My surgery was scheduled for September 17. I had to stay on a liquid diet for that month because my tumor was so large that I couldn’t risk any blockage and going into septic shock. In fact I did get a pretty bad infection after my colonoscopy which just added insult to injury. In that month I had many, many doctor’s appointments and had to make the agonizing decision of whether I wanted to lose all of my colon or (just?) half. I chose half though there were pros and cons to each decision, if you can call losing ANY part of your colon a “pro.” I met with a geneticist to see if I had the HNPCC gene. Because of my age and placement of my tumor (on the right side/ascending) it made sense to do genetic testing. If I did have the gene I was also going to have a hysterectomy. Thankfully the test was negative and my cancer still remains a mystery.
The surgery was far more painful than I anticipated – I felt like I was carrying around a sackful of knives in my stomach. But physical recovery was also much quicker than I had expected. Immediately upon hearing the news from my surgeon that my cancer had not spread to my lymph nodes, blood stream or other organs I began feeling survivor’s guilt. I felt a wave of immeasurable happiness, which was then overtaken by a tsunami of guilt and I suddenly couldn’t breathe. Overwhelmed. Why was I spared? Why do I have it “better” than any other unlucky jerk who grew an out-of-control polyp?

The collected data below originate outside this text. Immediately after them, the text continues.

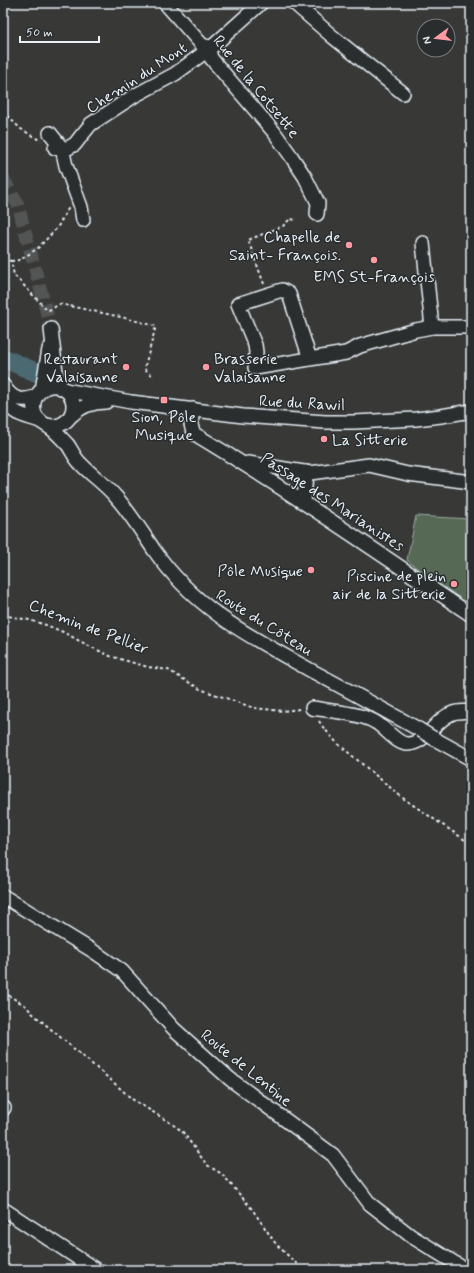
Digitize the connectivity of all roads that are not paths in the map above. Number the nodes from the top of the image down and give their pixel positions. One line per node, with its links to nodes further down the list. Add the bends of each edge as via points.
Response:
1 (165, 3): 4 (street, Rue de la Cotsette, via 202,45)
2 (261, 3): 4 (street, Chemin du Mont, via 213,46)
3 (294, 3): 5 (street)
4 (208, 47): 7 (street, Chemin du Mont, via 175,74 134,96 91,124 75,144 68,148); 8 (street, Rue de la Cotsette, via 215,63 274,132 295,161 315,196)
5 (403, 93)
6 (50, 133): 7 (street)
7 (59, 148): 9 (street, via 81,207)
8 (318, 214)
9 (83, 220)
10 (423, 243): 11 (street)
11 (432, 327): 12 (street); 13 (street, via 360,346 346,353)
12 (471, 327)
13 (310, 359): 13 (street, via 289,294 282,290 238,304 255,346 255,368)
14 (3, 385): 16 (street, via 15,398 27,399)
15 (63, 389): 16 (street, via 51,386); 16 (street, via 56,372 51,333); 18 (street, Rue du Rawil); 21 (street, via 73,402)
16 (39, 393): 22 (street, via 33,404 35,415)
17 (3, 396): 22 (street, via 16,413)
18 (131, 402): 19 (street, Rue du Rawil); 21 (street, Rue du Rawil, via 93,403 81,407)
19 (193, 409): 20 (street, Rue du Rawil, via 325,422 416,419); 24 (street, Passage des Marianistes, via 193,433)
20 (471, 411)
21 (69, 418): 22 (street, via 64,423 54,426); 23 (street)
22 (43, 423): 23 (street, Route du Côteau)
23 (67, 445): 31 (street, Route du Côteau, bridge, via 80,463 106,486 129,513 162,562 209,609 243,633)
24 (241, 462): 25 (street); 27 (street, Passage des Marianistes)
25 (306, 472): 26 (street, via 369,465 408,474); 27 (street)
26 (471, 482)
27 (304, 502): 28 (street, Passage des Marianistes)
28 (471, 615)
29 (312, 708): 30 (street, via 366,718 402,743 408,744 417,742 452,713)
30 (471, 711)
31 (471, 758)
32 (3, 896): 35 (street, Route de Lentine, via 122,971 174,1029 230,1079 333,1156 370,1204 411,1236)
33 (3, 1209): 34 (street)
34 (96, 1270)
35 (466, 1270)

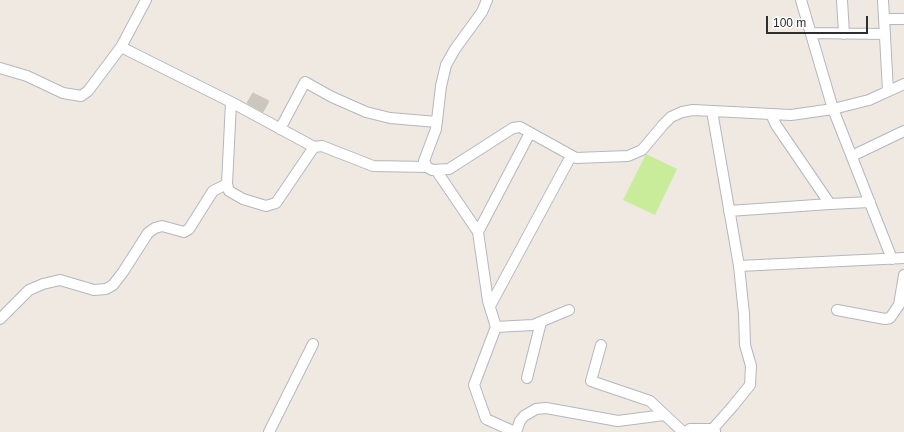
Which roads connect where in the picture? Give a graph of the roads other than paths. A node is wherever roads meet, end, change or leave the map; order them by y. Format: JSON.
{"nodes":[{"id":1,"x":146,"y":0,"type":"edge"},
{"id":2,"x":487,"y":0,"type":"edge"},
{"id":3,"x":801,"y":0,"type":"edge"},
{"id":4,"x":842,"y":0,"type":"edge"},
{"id":5,"x":883,"y":0,"type":"edge"},
{"id":6,"x":884,"y":19,"type":"junction"},
{"id":7,"x":904,"y":19,"type":"edge"},
{"id":8,"x":810,"y":33,"type":"junction"},
{"id":9,"x":844,"y":34,"type":"junction"},
{"id":10,"x":885,"y":34,"type":"junction"},
{"id":11,"x":121,"y":47,"type":"junction"},
{"id":12,"x":0,"y":68,"type":"edge"},
{"id":13,"x":904,"y":84,"type":"edge"},
{"id":14,"x":888,"y":91,"type":"junction"},
{"id":15,"x":231,"y":102,"type":"junction"},
{"id":16,"x":833,"y":109,"type":"junction"},
{"id":17,"x":712,"y":111,"type":"junction"},
{"id":18,"x":771,"y":114,"type":"junction"},
{"id":19,"x":437,"y":122,"type":"junction"},
{"id":20,"x":280,"y":129,"type":"junction"},
{"id":21,"x":530,"y":133,"type":"junction"},
{"id":22,"x":903,"y":134,"type":"edge"},
{"id":23,"x":314,"y":147,"type":"junction"},
{"id":24,"x":571,"y":156,"type":"junction"},
{"id":25,"x":852,"y":156,"type":"junction"},
{"id":26,"x":431,"y":168,"type":"junction"},
{"id":27,"x":227,"y":184,"type":"junction"},
{"id":28,"x":870,"y":202,"type":"junction"},
{"id":29,"x":830,"y":204,"type":"junction"},
{"id":30,"x":729,"y":210,"type":"junction"},
{"id":31,"x":478,"y":232,"type":"junction"},
{"id":32,"x":904,"y":258,"type":"edge"},
{"id":33,"x":892,"y":259,"type":"junction"},
{"id":34,"x":739,"y":266,"type":"junction"},
{"id":35,"x":904,"y":275,"type":"edge"},
{"id":36,"x":490,"y":306,"type":"junction"},
{"id":37,"x":569,"y":310,"type":"dead end"},
{"id":38,"x":837,"y":310,"type":"dead end"},
{"id":39,"x":0,"y":319,"type":"edge"},
{"id":40,"x":541,"y":322,"type":"junction"},
{"id":41,"x":496,"y":326,"type":"junction"},
{"id":42,"x":313,"y":344,"type":"dead end"},
{"id":43,"x":600,"y":345,"type":"dead end"},
{"id":44,"x":527,"y":378,"type":"dead end"},
{"id":45,"x":664,"y":415,"type":"junction"},
{"id":46,"x":712,"y":431,"type":"edge"},
{"id":47,"x":268,"y":432,"type":"edge"},
{"id":48,"x":516,"y":432,"type":"edge"},
{"id":49,"x":685,"y":432,"type":"edge"}],
"edges":[{"from":1,"to":11,"type":"street"},
{"from":2,"to":19,"type":"street"},
{"from":3,"to":8,"type":"street"},
{"from":4,"to":9,"type":"street"},
{"from":5,"to":6,"type":"street"},
{"from":6,"to":7,"type":"street"},
{"from":6,"to":10,"type":"street"},
{"from":8,"to":9,"type":"street"},
{"from":8,"to":16,"type":"street"},
{"from":9,"to":10,"type":"street"},
{"from":10,"to":14,"type":"street"},
{"from":11,"to":12,"type":"street"},
{"from":11,"to":15,"type":"street"},
{"from":13,"to":14,"type":"street"},
{"from":14,"to":16,"type":"street"},
{"from":15,"to":20,"type":"street"},
{"from":15,"to":27,"type":"street"},
{"from":16,"to":18,"type":"street"},
{"from":16,"to":25,"type":"street"},
{"from":17,"to":18,"type":"street"},
{"from":17,"to":24,"type":"street"},
{"from":17,"to":30,"type":"street"},
{"from":18,"to":29,"type":"street"},
{"from":19,"to":20,"type":"street"},
{"from":19,"to":26,"type":"street"},
{"from":20,"to":23,"type":"street"},
{"from":21,"to":24,"type":"street"},
{"from":21,"to":26,"type":"street"},
{"from":21,"to":31,"type":"street"},
{"from":22,"to":25,"type":"street"},
{"from":23,"to":26,"type":"street"},
{"from":23,"to":27,"type":"street"},
{"from":24,"to":36,"type":"street"},
{"from":25,"to":28,"type":"street"},
{"from":26,"to":31,"type":"street"},
{"from":27,"to":39,"type":"street"},
{"from":28,"to":29,"type":"street"},
{"from":28,"to":33,"type":"street"},
{"from":29,"to":30,"type":"street"},
{"from":30,"to":34,"type":"street"},
{"from":31,"to":36,"type":"street"},
{"from":32,"to":33,"type":"street"},
{"from":33,"to":34,"type":"street"},
{"from":34,"to":46,"type":"street"},
{"from":35,"to":38,"type":"street"},
{"from":36,"to":41,"type":"street"},
{"from":37,"to":40,"type":"street"},
{"from":40,"to":41,"type":"street"},
{"from":40,"to":44,"type":"street"},
{"from":41,"to":48,"type":"street"},
{"from":42,"to":47,"type":"street"},
{"from":43,"to":45,"type":"street"},
{"from":45,"to":48,"type":"street"},
{"from":45,"to":49,"type":"street"},
{"from":46,"to":49,"type":"street"}]}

The mental recovery of cancer
The mental recovery is ongoing and it may take a lifetime to get there, if ever. I am definitely changed for the better and for the worse. There have been beautiful and ugly moments through this whole ordeal. The sad truth is that people will abandon you when you need them most. You could fall into a pit of depression. You may need pharmaceuticals to find your way out. You may need them for a long time. Or forever. When I go to sleep at night I get to stress out over a 20% chance of recurrence and metastasis. I’m always looking over my shoulder. There has literally not been a day to go by in a year and a half that I haven’t wondered if and when I will get it again. And will it kill it me this time? Statistics don’t mean anything to me when I’m already part of the .0000000023842379379 percent who got colon cancer under 50.
The moments of genuine heartfelt kindness and love and prayers have moved me to tears (so many tears!) more times than I can count. I’ve been commended for my bravery, which is odd to me. Like, what else can I do? I have a doctor’s appointment; I go or I die. Bravery never entered my mind. I do it because I have no choice. I just hope I do it with some dignity (an area where I have definitely faltered more than a few times).
I can sometimes find some dark humor in my new upside-down life, but I don’t consider myself at all a warrior or a victim or that I’ve won some sort of “battle” against cancer (or whatever tired euphemism people tend to post about on Facebook – i.e. “If you’ve ever lost a loved one to cancer please dedicate your status blah blah blah.”) Thank you, but no. I don’t need your pity status that you’ll just overwrite with a funny eCard in three hours.
Mostly, I think I just got lucky. Plain and simple lucky (in the unluckiest way possible). And I hope and pray that science will catch up and more and more young people who are getting this “old people’s disease” will get lucky just like me.